Folha de S. Paulo


Orgulhoso da profissão, catador morto com flecha era apaixonado pelas netas

No balcão de uma lanchonete numa esquina do Bom Retiro, no centro de São Paulo, o bolo escolhido para comemorar o aniversário do reciclador Aldemir Pontes foi colocado novamente à venda para outros clientes. Pontes, que faria 64 anos nesta quinta (15), havia pedido seu sabor predileto, de leite cremoso.

Na tarde de quarta (14), saiu do supermercado entre as ruas Três Rios e Correia de Melo, onde recolhia papelão para vender a uma empresa de reciclagem, e viu funcionários da loja em frente receberem um carregamento. "Sem que pedíssemos, pegou algumas caixas e entrou para nos ajudar a guardá-las", diz o dono da loja, Pérsio Destácio, 54. "Era amigo de todos."

Depois, tomou um café (puro) na lanchonete da esquina e desceu em direção ao depósito de reciclagem, um caminho de 850 m que fazia três vezes por dia com uma carroça de 140 kg nas costas, somados aos cerca de 160 kg de papelão que recolhia cada vez. Segundo Gerson Cardoso, 43, funcionário do depósito, esse serviço totalizava quase R$ 4.000 mensais. Isso porque ele trabalhava das 7h –saía de casa às 4h– até 21h.

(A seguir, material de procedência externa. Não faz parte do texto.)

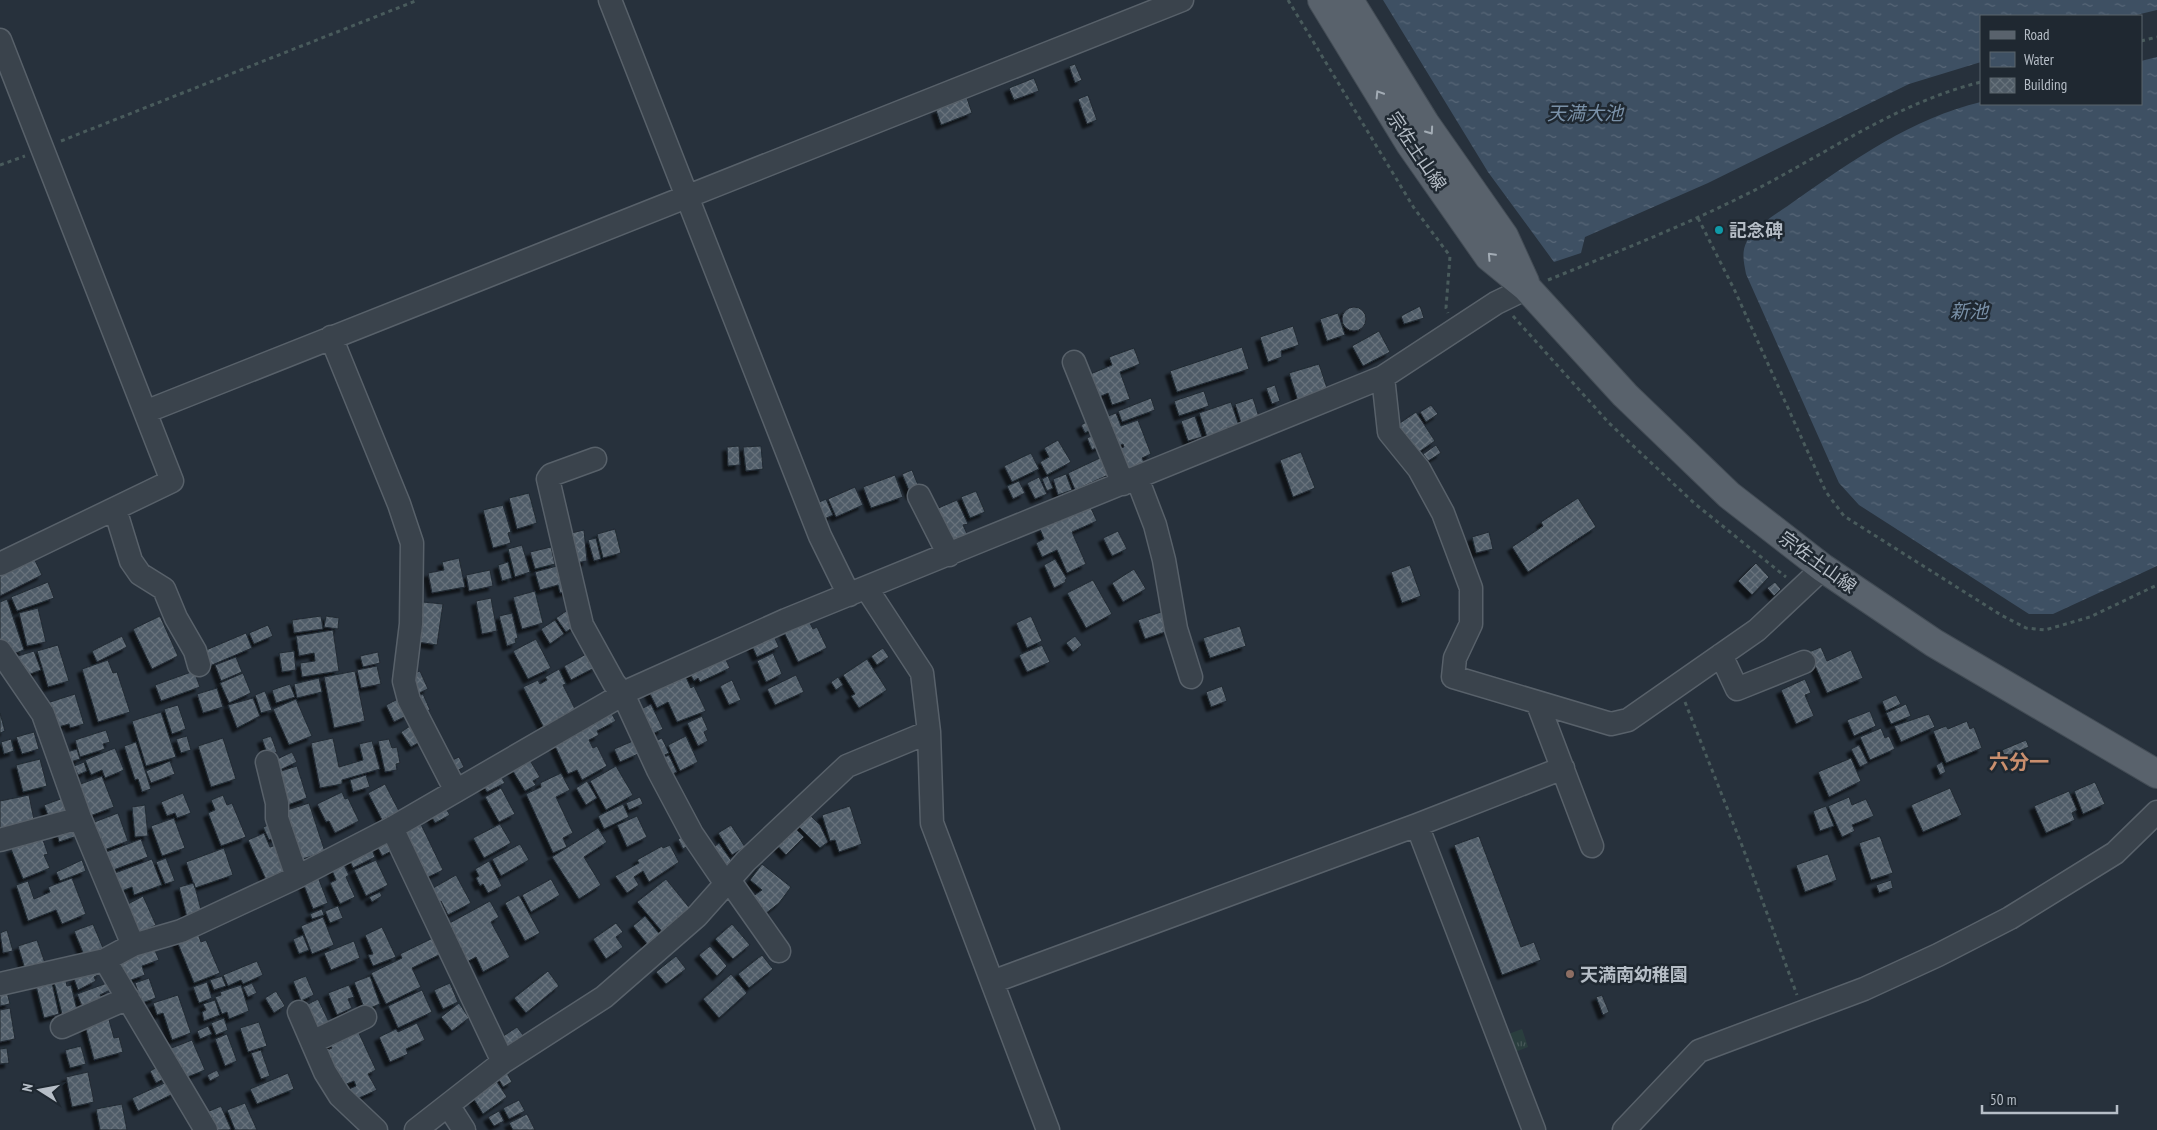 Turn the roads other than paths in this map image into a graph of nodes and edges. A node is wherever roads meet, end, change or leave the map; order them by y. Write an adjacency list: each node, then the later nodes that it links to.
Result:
1 (610, 0): 6 (street)
2 (1182, 0): 6 (street)
3 (1322, 0): 7 (main road, 宗佐土山線, one-way to 3)
4 (1349, 0): 7 (main road, 宗佐土山線, one-way to 7)
5 (0, 40): 11 (street)
6 (686, 198): 8 (street); 19 (street)
7 (1527, 288): 10 (street); 18 (main road, 宗佐土山線)
8 (331, 337): 11 (street); 31 (street)
9 (1074, 362): 13 (street)
10 (1383, 377): 13 (street); 26 (street)
11 (145, 412): 15 (street)
12 (595, 459): 25 (street)
13 (1130, 481): 16 (street); 24 (street)
14 (919, 496): 16 (street)
15 (114, 508): 17 (street); 23 (street)
16 (949, 555): 19 (street)
17 (0, 564)
18 (1823, 568): 21 (street); 30 (main road, 宗佐土山線)
19 (858, 592): 25 (street); 27 (street)
20 (0, 651): 33 (street)
21 (1721, 655): 22 (street); 26 (street)
22 (1804, 662)
23 (199, 665)
24 (1192, 677)
25 (623, 694): 31 (street); 39 (street)
26 (1538, 704): 29 (street)
27 (929, 732): 39 (street); 43 (street)
28 (267, 762): 38 (street)
29 (1563, 768): 34 (street); 37 (street)
30 (2157, 774)
31 (456, 791): 35 (street)
32 (2157, 812): 52 (street)
33 (80, 818): 36 (street); 40 (street)
34 (1418, 825): 43 (street); 58 (street)
35 (392, 828): 38 (street); 50 (street)
36 (0, 840)
37 (1592, 846)
38 (297, 877): 40 (street)
39 (728, 882): 41 (street); 50 (street)
40 (133, 945): 42 (street)
41 (779, 951)
42 (105, 960): 44 (street); 45 (street)
43 (992, 982): 57 (street)
44 (0, 984)
45 (128, 998): 48 (street); 53 (street)
46 (299, 1012): 49 (street)
47 (365, 1018): 49 (street)
48 (62, 1027)
49 (312, 1042): 54 (street)
50 (503, 1062): 51 (street)
51 (448, 1105): 55 (street); 56 (street)
52 (1633, 1127)
53 (206, 1130)
54 (376, 1130)
55 (416, 1130)
56 (464, 1130)
57 (1048, 1130)
58 (1534, 1130)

Por volta das 15h45 daquele dia, Aldemir Pontes foi atingido por uma flechada no pescoço. O suspeito de tê-lo matado, Denis Young Kim, 33, foi preso nesta quinta. O enterro está previsto para esta sexta (16), em Guarulhos.

Pontes trabalhava no bairro havia 12 anos. Era querido na região. Comerciantes dizem que ele era "doce", "muito trabalhador" e ajudava a todos. Cira Moura, 53, dona de uma banca de revistas, conta que ele comprava itens do supermercado para ela quando ela não podia deixar o serviço. Numa mercearia judaica ao lado, um funcionário mostra a pia consertada por ele.

"Dava 'bom dia' para todo mundo, chegava radiante", diz uma funcionária do supermercado onde ele tomava café da manhã, almoçava e jantava todos os dias, a convite da empresa. "Era um brincalhão", afirma um carroceiro conhecido como Ceará.

Foi nesse Estado do Nordeste, na cidade de Santana do Cariri, onde Pontes e os quatro irmãos, dois homens e duas mulheres, nasceram e foram criados. Em 1979, ano de início de uma grande seca no Ceará, Pontes deixou o Estado.

Conheceu a mulher no trabalho –ela era funcionária de um prédio onde ele foi fazer um serviço como gesseiro. Criaram as duas filhas no Jabaquara (zona sul). O divórcio, há 17 anos, não acabou com a amizade entre os dois.

Pontes "não tinha vergonha nenhuma do que fazia, pelo contrário", diz uma das filhas, a atendente Diana Santana Pontes, 35. Para o comerciante Destácio, o carroceiro tinha orgulho de sua profissão –"sabia que contribuía para a reciclagem"– e ciúme de sua carroça.

Ornada com amuletos como um terço e uma ferradura, sua ferramenta de trabalho ficou sob cuidado de Alcindino Farias, 61, dono de um depósito de reciclagem. Ele pesou o que o amigo havia recolhido na tarde em que morreu –100 kg de papelão, ou R$ 30 a R$ 40.

NETAS

Há um ano, Pontes deixou um quartinho que alugava por R$ 500 num estacionamento ao lado do supermercado do Bom Retiro para morar em Guarulhos (Grande SP), perto de uma das filhas, Amanda Santana Pontes, 31, e suas grandes paixões: as netas, Aninha, 8, e Sophia, 2.

Os amigos do Bom Retiro conhecem bem as duas, cujas fotos eram exibidas por ele em qualquer oportunidade. Ele passava os domingos sempre com a família, conta Amanda, que, com as mãos no rosto, lamentava nesta quinta (15): "Como é que eu vou viver sem meu pai?"

No Dia dos Pais, mês passado, Diana deu para Pontes uma imagem de Nossa Senhora, de quem ele era devoto –foi várias vezes, inclusive no começo deste ano, a Aparecida (a 180 km de São Paulo).

Parara de fumar havia anos, não costumava beber (mas tomava suco de couve e pepino todos os dias) e gostava mesmo era de um "forrózinho", que "dançava só com os joelhos", brinca Diana. "Era muito amoroso. Dizia 'te amo' toda hora."